WHAT TO DO ▸
Here are some records; copy every line that holds the word "highway".

Data entries ▸
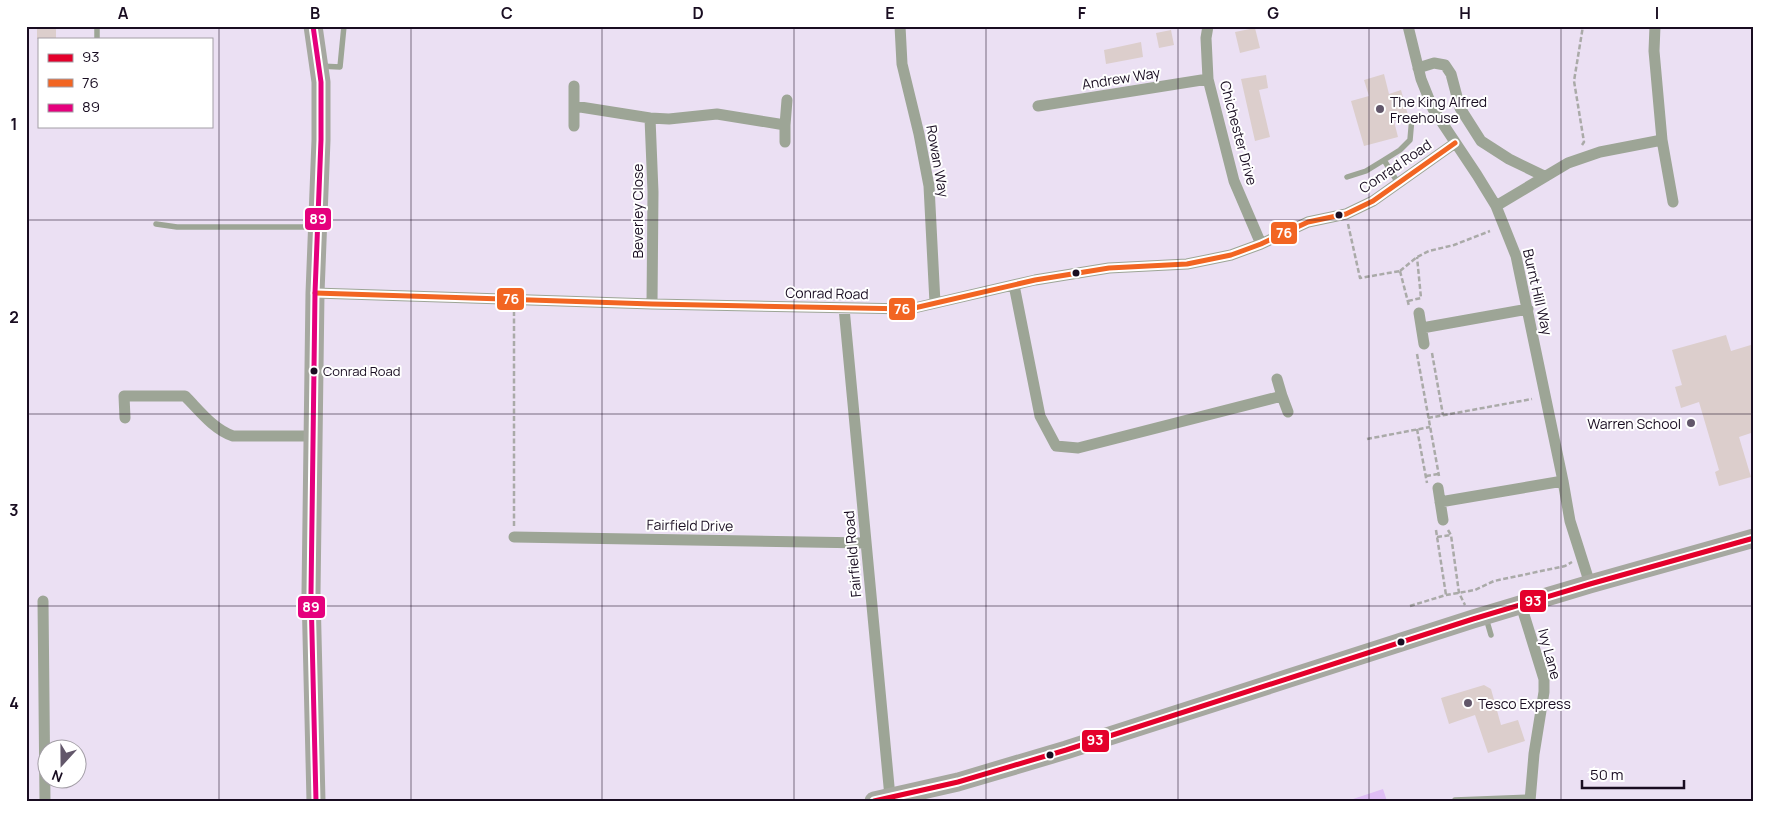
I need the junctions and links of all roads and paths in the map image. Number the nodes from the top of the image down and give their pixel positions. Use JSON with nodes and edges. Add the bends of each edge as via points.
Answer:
{"nodes":[{"id":1,"x":344,"y":26,"type":"edge"},
{"id":2,"x":900,"y":26,"type":"edge"},
{"id":3,"x":1208,"y":26,"type":"edge"},
{"id":4,"x":1408,"y":26,"type":"edge"},
{"id":5,"x":1583,"y":26,"type":"edge"},
{"id":6,"x":1655,"y":26,"type":"edge"},
{"id":7,"x":312,"y":28,"type":"edge"},
{"id":8,"x":318,"y":66,"type":"junction"},
{"id":9,"x":1418,"y":68,"type":"junction"},
{"id":10,"x":1208,"y":79,"type":"junction"},
{"id":11,"x":574,"y":86,"type":"dead end"},
{"id":12,"x":787,"y":100,"type":"dead end"},
{"id":13,"x":574,"y":106,"type":"junction"},
{"id":14,"x":1038,"y":106,"type":"dead end"},
{"id":15,"x":650,"y":118,"type":"junction"},
{"id":16,"x":1412,"y":118,"type":"dead end"},
{"id":17,"x":785,"y":125,"type":"junction"},
{"id":18,"x":574,"y":126,"type":"dead end"},
{"id":19,"x":1662,"y":140,"type":"junction"},
{"id":20,"x":784,"y":142,"type":"dead end"},
{"id":21,"x":1455,"y":143,"type":"junction"},
{"id":22,"x":1585,"y":157,"type":"junction"},
{"id":23,"x":1384,"y":160,"type":"junction"},
{"id":24,"x":1544,"y":176,"type":"junction"},
{"id":25,"x":1347,"y":177,"type":"dead end"},
{"id":26,"x":1398,"y":184,"type":"junction"},
{"id":27,"x":1673,"y":202,"type":"dead end"},
{"id":28,"x":1496,"y":206,"type":"junction"},
{"id":29,"x":1346,"y":214,"type":"junction"},
{"id":30,"x":156,"y":224,"type":"dead end"},
{"id":31,"x":317,"y":227,"type":"junction"},
{"id":32,"x":1490,"y":231,"type":"dead end"},
{"id":33,"x":1261,"y":244,"type":"junction"},
{"id":34,"x":1417,"y":257,"type":"junction"},
{"id":35,"x":1400,"y":271,"type":"junction"},
{"id":36,"x":1014,"y":285,"type":"junction"},
{"id":37,"x":315,"y":293,"type":"junction"},
{"id":38,"x":514,"y":300,"type":"junction"},
{"id":39,"x":1408,"y":301,"type":"junction"},
{"id":40,"x":935,"y":303,"type":"junction"},
{"id":41,"x":652,"y":304,"type":"junction"},
{"id":42,"x":844,"y":308,"type":"junction"},
{"id":43,"x":1528,"y":309,"type":"junction"},
{"id":44,"x":1414,"y":312,"type":"joint"},
{"id":45,"x":1422,"y":328,"type":"junction"},
{"id":46,"x":1424,"y":347,"type":"junction"},
{"id":47,"x":1278,"y":379,"type":"dead end"},
{"id":48,"x":1282,"y":396,"type":"junction"},
{"id":49,"x":1532,"y":400,"type":"dead end"},
{"id":50,"x":1288,"y":412,"type":"dead end"},
{"id":51,"x":1443,"y":415,"type":"junction"},
{"id":52,"x":125,"y":418,"type":"dead end"},
{"id":53,"x":1428,"y":418,"type":"junction"},
{"id":54,"x":1430,"y":427,"type":"junction"},
{"id":55,"x":313,"y":436,"type":"junction"},
{"id":56,"x":1367,"y":439,"type":"dead end"},
{"id":57,"x":1425,"y":476,"type":"dead end"},
{"id":58,"x":1563,"y":481,"type":"junction"},
{"id":59,"x":1438,"y":488,"type":"dead end"},
{"id":60,"x":1440,"y":502,"type":"junction"},
{"id":61,"x":1443,"y":520,"type":"dead end"},
{"id":62,"x":514,"y":538,"type":"joint"},
{"id":63,"x":1754,"y":538,"type":"edge"},
{"id":64,"x":866,"y":543,"type":"junction"},
{"id":65,"x":1582,"y":557,"type":"junction"},
{"id":66,"x":1590,"y":584,"type":"junction"},
{"id":67,"x":1459,"y":593,"type":"junction"},
{"id":68,"x":1446,"y":595,"type":"junction"},
{"id":69,"x":43,"y":601,"type":"dead end"},
{"id":70,"x":1520,"y":605,"type":"junction"},
{"id":71,"x":1410,"y":606,"type":"dead end"},
{"id":72,"x":1485,"y":616,"type":"junction"},
{"id":73,"x":1491,"y":635,"type":"dead end"},
{"id":74,"x":882,"y":799,"type":"edge"},
{"id":75,"x":1530,"y":799,"type":"edge"},
{"id":76,"x":1454,"y":800,"type":"edge"},
{"id":77,"x":45,"y":801,"type":"edge"},
{"id":78,"x":316,"y":801,"type":"edge"}],
"edges":[{"from":1,"to":8,"type":"lane","via":[[340,66]]},
{"from":2,"to":40,"type":"street","name":"Rowan Way","via":[[902,64],[928,186]]},
{"from":3,"to":10,"type":"street","name":"Chichester Drive"},
{"from":4,"to":9,"type":"street","name":"Burnt Hill Way"},
{"from":5,"to":22,"type":"path","via":[[1574,81]]},
{"from":6,"to":19,"type":"street","via":[[1654,51]]},
{"from":7,"to":8,"type":"highway"},
{"from":8,"to":31,"type":"highway","via":[[321,130]]},
{"from":9,"to":21,"type":"street","name":"Burnt Hill Way","via":[[1433,109]]},
{"from":9,"to":24,"type":"street","via":[[1434,63],[1445,65],[1460,108],[1481,141]]},
{"from":10,"to":14,"type":"street","name":"Andrew Way"},
{"from":10,"to":33,"type":"street","name":"Chichester Drive","via":[[1234,181]]},
{"from":11,"to":13,"type":"street"},
{"from":12,"to":17,"type":"street"},
{"from":13,"to":15,"type":"street"},
{"from":13,"to":18,"type":"street"},
{"from":15,"to":17,"type":"street","via":[[717,114]]},
{"from":15,"to":41,"type":"street","name":"Beverley Close"},
{"from":16,"to":23,"type":"lane","via":[[1410,140]]},
{"from":17,"to":20,"type":"street"},
{"from":19,"to":22,"type":"street"},
{"from":19,"to":27,"type":"street"},
{"from":21,"to":26,"type":"street","name":"Conrad Road"},
{"from":21,"to":28,"type":"street","name":"Burnt Hill Way"},
{"from":22,"to":24,"type":"street"},
{"from":23,"to":25,"type":"lane"},
{"from":23,"to":26,"type":"lane"},
{"from":24,"to":28,"type":"street"},
{"from":26,"to":29,"type":"street","name":"Conrad Road"},
{"from":28,"to":43,"type":"street","name":"Burnt Hill Way","via":[[1516,256]]},
{"from":29,"to":33,"type":"street","name":"Conrad Road","via":[[1308,222]]},
{"from":29,"to":35,"type":"path","via":[[1360,278]]},
{"from":30,"to":31,"type":"lane","via":[[177,227]]},
{"from":31,"to":37,"type":"highway"},
{"from":32,"to":34,"type":"path","via":[[1454,245],[1429,250]]},
{"from":33,"to":36,"type":"street","name":"Conrad Road","via":[[1187,264],[1109,268]]},
{"from":34,"to":35,"type":"path"},
{"from":34,"to":39,"type":"path","via":[[1421,298]]},
{"from":35,"to":39,"type":"path"},
{"from":36,"to":40,"type":"street","name":"Conrad Road"},
{"from":36,"to":48,"type":"street","via":[[1040,416],[1056,446],[1078,448]]},
{"from":37,"to":38,"type":"street","name":"Conrad Road"},
{"from":37,"to":55,"type":"highway"},
{"from":38,"to":41,"type":"street","name":"Conrad Road"},
{"from":38,"to":62,"type":"path"},
{"from":39,"to":44,"type":"path"},
{"from":40,"to":42,"type":"street","name":"Conrad Road","via":[[910,309]]},
{"from":41,"to":42,"type":"street","name":"Conrad Road"},
{"from":42,"to":64,"type":"street","name":"Fairfield Road"},
{"from":43,"to":45,"type":"street"},
{"from":43,"to":58,"type":"street","name":"Burnt Hill Way"},
{"from":44,"to":45,"type":"street"},
{"from":45,"to":46,"type":"street"},
{"from":46,"to":51,"type":"path"},
{"from":46,"to":53,"type":"path"},
{"from":47,"to":48,"type":"street"},
{"from":48,"to":50,"type":"street"},
{"from":49,"to":51,"type":"path"},
{"from":51,"to":53,"type":"path"},
{"from":52,"to":55,"type":"street","via":[[124,396],[185,396],[223,433],[232,436]]},
{"from":53,"to":54,"type":"path"},
{"from":54,"to":56,"type":"path"},
{"from":54,"to":57,"type":"path","via":[[1439,474]]},
{"from":55,"to":78,"type":"highway","via":[[311,593]]},
{"from":58,"to":60,"type":"street"},
{"from":58,"to":65,"type":"street","name":"Burnt Hill Way","via":[[1570,520]]},
{"from":59,"to":60,"type":"street"},
{"from":60,"to":61,"type":"street"},
{"from":62,"to":64,"type":"street","name":"Fairfield Drive"},
{"from":63,"to":66,"type":"highway"},
{"from":64,"to":74,"type":"street","name":"Fairfield Road"},
{"from":65,"to":66,"type":"street","name":"Burnt Hill Way"},
{"from":65,"to":67,"type":"path","via":[[1565,566],[1494,581]]},
{"from":66,"to":70,"type":"highway"},
{"from":67,"to":68,"type":"path"},
{"from":67,"to":68,"type":"path","via":[[1451,535],[1437,537]]},
{"from":68,"to":71,"type":"path"},
{"from":69,"to":77,"type":"street"},
{"from":70,"to":72,"type":"highway"},
{"from":70,"to":75,"type":"street","name":"Ivy Lane","via":[[1544,679]]},
{"from":72,"to":73,"type":"lane"},
{"from":72,"to":74,"type":"highway","via":[[1066,750],[958,782]]},
{"from":75,"to":76,"type":"lane"}]}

RESPONSE TO THE EXERCISE ▸
{"from":7,"to":8,"type":"highway"},
{"from":8,"to":31,"type":"highway","via":[[321,130]]},
{"from":31,"to":37,"type":"highway"},
{"from":37,"to":55,"type":"highway"},
{"from":55,"to":78,"type":"highway","via":[[311,593]]},
{"from":63,"to":66,"type":"highway"},
{"from":66,"to":70,"type":"highway"},
{"from":70,"to":72,"type":"highway"},
{"from":72,"to":74,"type":"highway","via":[[1066,750],[958,782]]},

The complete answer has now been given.